Inmate of death row, Scott Raymond Dozier (pictured), 47, has said he only wants his sentence carried out
An inmate in Nevada's death row whose execution has been postponed twice said a legal fight over his fate is taking a torturous toll on him and his family, and he just wants his sentence to be served.
Scott Raymond Dozier was found guilty of murdering and dismembering Jeremiah Miller, 22, in 2002.
His torso was found in a suitcase that had been thrown into a dumpster. His hands, feet and head were never recovered.
The state should do it, just do it effectively and stop fighting about it, "Dozier said in a brief phone call from Ely State Prison.
He added: "I want to be very clear about this, this is my wish.
"They should stop punishing me and my family for their inability to carry out the execution."
Dozier's comments came a month after a judge in Las Vegas postponed his execution almost at the final hour.
Nevada law requires the death penalty by lethal injection. But pharmaceutical companies across the country have opposed having their drugs used in foreclosures.
On Thursday, a third drug company must ask Judge Elizabeth Gonzalez of the Clark County District Court to let her join two other firms demanding to block the use of their products for a lethal injection of three drugs.
Dozier was found guilty of murdering and dismembering 22-year-old Jeremiah Miller (left and right) in 2002. His torso was found in a suitcase that had been thrown into a garbage dump. His hands, feet and head were never recovered
Attorney General Adam Laxalt's office is expected on Thursday to request Clark County District Court Judge Elizabeth Gonzalez to reject Sandoz's offer to join the case.
Deputy Attorney General Jordan T Smith argued that the maker of a muscle-crippling agent that authorities plan to use as a third drug did not object before Dozier's execution was postponed in November and is now jumping into a public relations wave with the manufacturers of Alvogen and Hikma Pharmaceuticals drugs.

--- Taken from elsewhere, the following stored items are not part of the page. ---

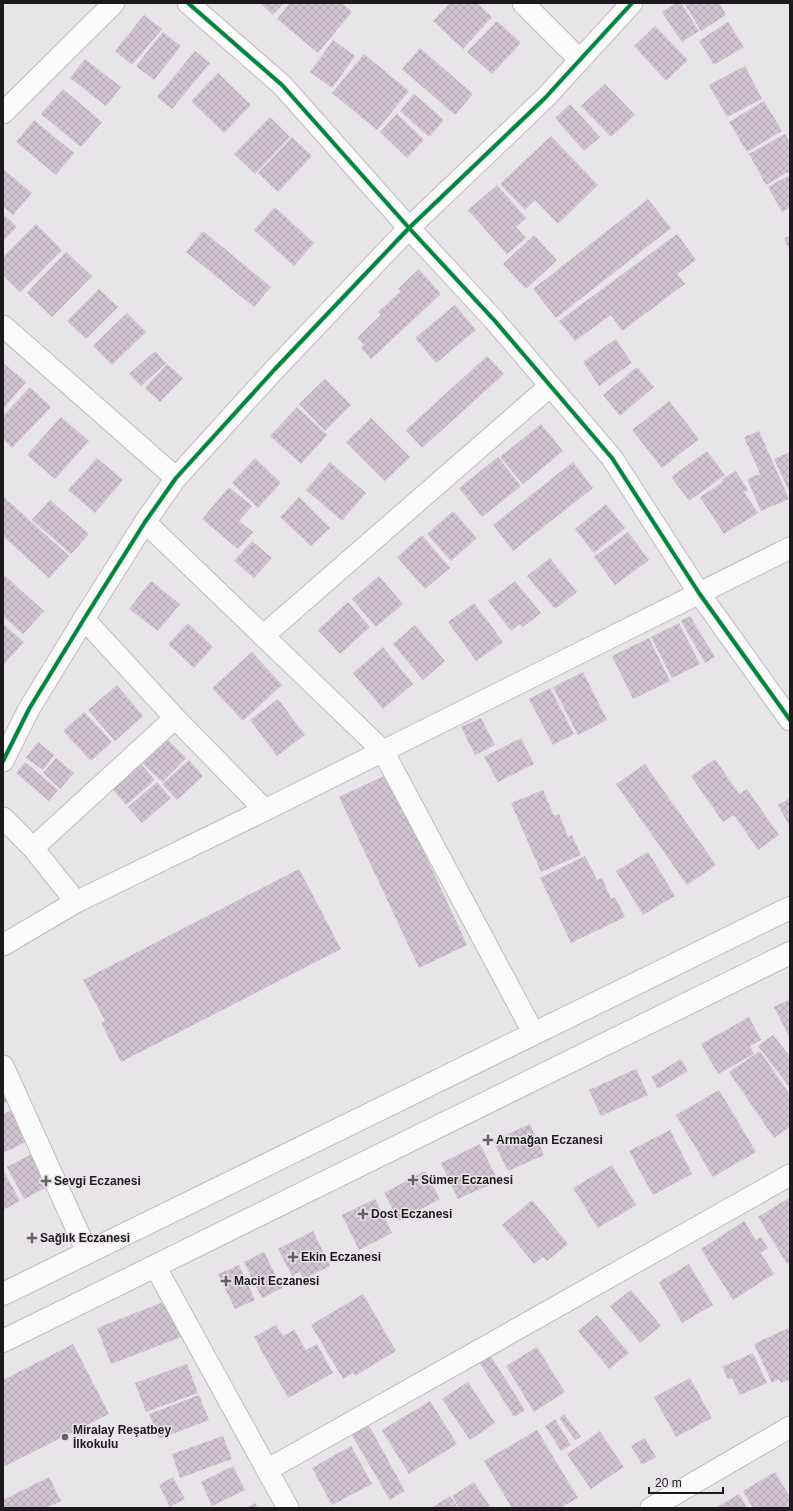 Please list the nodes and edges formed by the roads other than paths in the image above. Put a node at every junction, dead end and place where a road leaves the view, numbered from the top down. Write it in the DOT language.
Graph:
graph roads {
  1 [pos="114,3"];
  2 [pos="188,3"];
  3 [pos="523,3"];
  4 [pos="632,3"];
  5 [pos="580,60"];
  6 [pos="3,113"];
  7 [pos="409,228"];
  8 [pos="3,326"];
  9 [pos="550,386"];
  10 [pos="176,478"];
  11 [pos="145,522"];
  12 [pos="790,548"];
  13 [pos="699,594"];
  14 [pos="84,619"];
  15 [pos="262,636"];
  16 [pos="175,718"];
  17 [pos="790,720"];
  18 [pos="383,751"];
  19 [pos="3,761"];
  20 [pos="265,810"];
  21 [pos="3,818"];
  22 [pos="33,848"];
  23 [pos="76,902"];
  24 [pos="790,908"];
  25 [pos="3,945"];
  26 [pos="790,953"];
  27 [pos="534,1034"];
  28 [pos="3,1066"];
  29 [pos="790,1175"];
  30 [pos="88,1252"];
  31 [pos="155,1266"];
  32 [pos="3,1294"];
  33 [pos="3,1341"];
  34 [pos="790,1427"];
  35 [pos="267,1470"];
  36 [pos="288,1508"];
  37 [pos="652,1508"];
  1 -- 6 [label="street"];
  2 -- 7 [label="street"];
  3 -- 5 [label="street"];
  4 -- 5 [label="street"];
  5 -- 7 [label="street"];
  7 -- 9 [label="street"];
  7 -- 10 [label="street"];
  8 -- 10 [label="street"];
  9 -- 13 [label="street"];
  9 -- 15 [label="street"];
  10 -- 11 [label="street"];
  11 -- 14 [label="street"];
  11 -- 15 [label="street"];
  12 -- 13 [label="street"];
  13 -- 17 [label="street"];
  13 -- 18 [label="street"];
  14 -- 16 [label="street"];
  14 -- 19 [label="street"];
  15 -- 18 [label="street"];
  16 -- 20 [label="street"];
  16 -- 22 [label="street"];
  18 -- 20 [label="street"];
  18 -- 27 [label="street"];
  20 -- 23 [label="street"];
  21 -- 22 [label="street"];
  22 -- 23 [label="street"];
  23 -- 25 [label="street"];
  24 -- 27 [label="street"];
  26 -- 31 [label="street"];
  27 -- 30 [label="street"];
  28 -- 30 [label="street"];
  29 -- 35 [label="street"];
  30 -- 32 [label="street"];
  31 -- 33 [label="street"];
  31 -- 35 [label="street"];
  34 -- 37 [label="street"];
  35 -- 36 [label="street"];
}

Dozier's comments (pictured in 2017) came a month after a judge in Las Vegas postponed his execution
Gonzalez last week allowed Hikma, maker of the powerful opioid fentanyl, to join Alvogen, a producer of the sedative midazolam, in a lawsuit on a quick track to an audience on September 10.
The companies say they publicly stated that they did not want their products used in foreclosures and claim that Nevada obtained their medications inappropriately.
Nevada, which has not executed an inmate since 2006, has become a model of the problem that death penalty states have had in recent years by getting drugs for lethal injections.
Penitentiary officials want to reschedule Dozier's execution by mid-November and ask the Nevada Supreme Court to quickly consider and revoke Gonzalez's temporary order not to use midazolam.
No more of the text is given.